§ **Problem statement**
Leaving out the pictures, transcribe all of the records faithfully.
Top of Data for the task
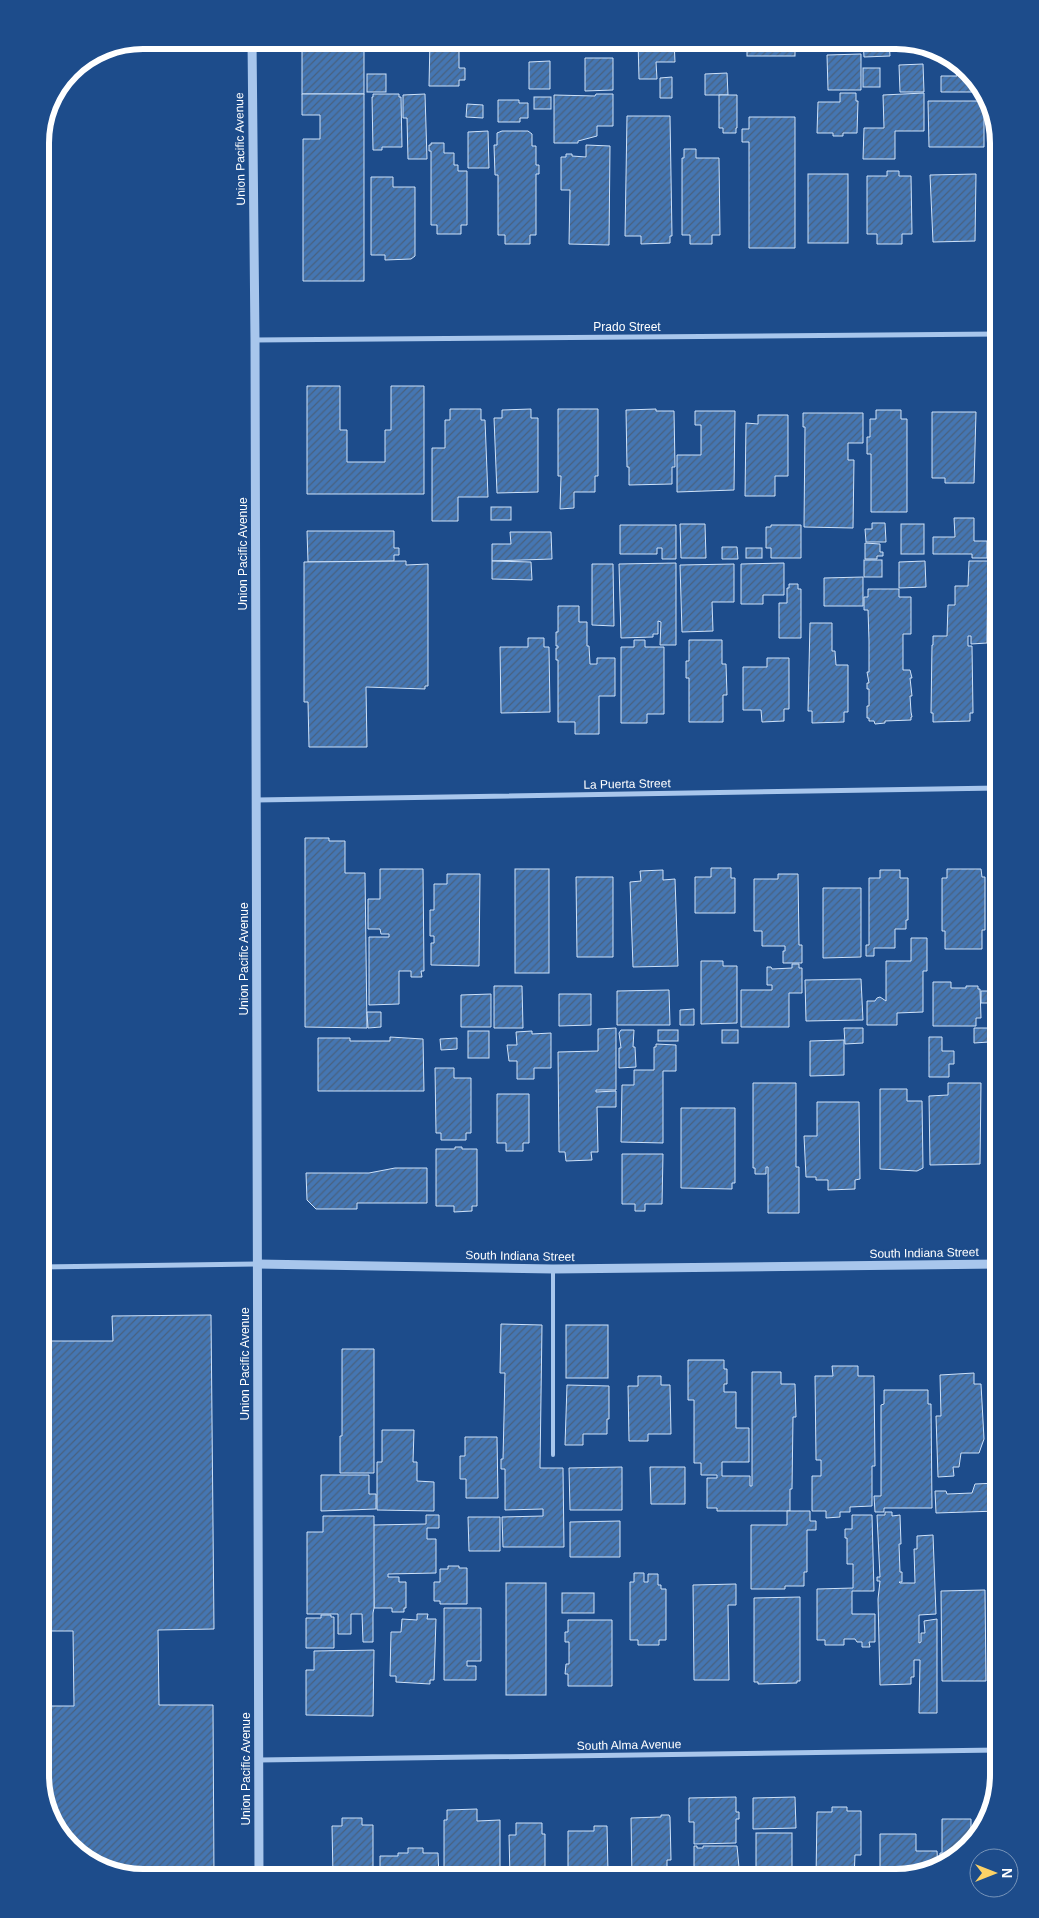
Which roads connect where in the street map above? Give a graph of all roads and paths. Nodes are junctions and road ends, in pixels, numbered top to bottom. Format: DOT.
graph roads {
  1 [pos="252,49"];
  2 [pos="990,334"];
  3 [pos="255,340"];
  4 [pos="990,788"];
  5 [pos="256,800"];
  6 [pos="257,1264"];
  7 [pos="990,1264"];
  8 [pos="49,1267"];
  9 [pos="553,1269"];
  10 [pos="553,1455"];
  11 [pos="990,1750"];
  12 [pos="259,1760"];
  13 [pos="259,1869"];
  1 -- 3 [label="street, Union Pacific Avenue"];
  2 -- 3 [label="street, Prado Street"];
  3 -- 5 [label="street, Union Pacific Avenue"];
  4 -- 5 [label="street, La Puerta Street"];
  5 -- 6 [label="street, Union Pacific Avenue"];
  6 -- 8 [label="street, South Indiana Street"];
  6 -- 9 [label="street, South Indiana Street"];
  6 -- 12 [label="street, Union Pacific Avenue"];
  7 -- 9 [label="street, South Indiana Street"];
  9 -- 10 [label="lane"];
  11 -- 12 [label="street, South Alma Avenue"];
  12 -- 13 [label="street, Union Pacific Avenue"];
}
Bottom of Data for the task
§ **Task output**
Which roads connect where in the street map above? Give a graph of all roads and paths. Nodes are junctions and road ends, in pixels, numbered top to bottom. Format: DOT.
graph roads {
  1 [pos="252,49"];
  2 [pos="990,334"];
  3 [pos="255,340"];
  4 [pos="990,788"];
  5 [pos="256,800"];
  6 [pos="257,1264"];
  7 [pos="990,1264"];
  8 [pos="49,1267"];
  9 [pos="553,1269"];
  10 [pos="553,1455"];
  11 [pos="990,1750"];
  12 [pos="259,1760"];
  13 [pos="259,1869"];
  1 -- 3 [label="street, Union Pacific Avenue"];
  2 -- 3 [label="street, Prado Street"];
  3 -- 5 [label="street, Union Pacific Avenue"];
  4 -- 5 [label="street, La Puerta Street"];
  5 -- 6 [label="street, Union Pacific Avenue"];
  6 -- 8 [label="street, South Indiana Street"];
  6 -- 9 [label="street, South Indiana Street"];
  6 -- 12 [label="street, Union Pacific Avenue"];
  7 -- 9 [label="street, South Indiana Street"];
  9 -- 10 [label="lane"];
  11 -- 12 [label="street, South Alma Avenue"];
  12 -- 13 [label="street, Union Pacific Avenue"];
}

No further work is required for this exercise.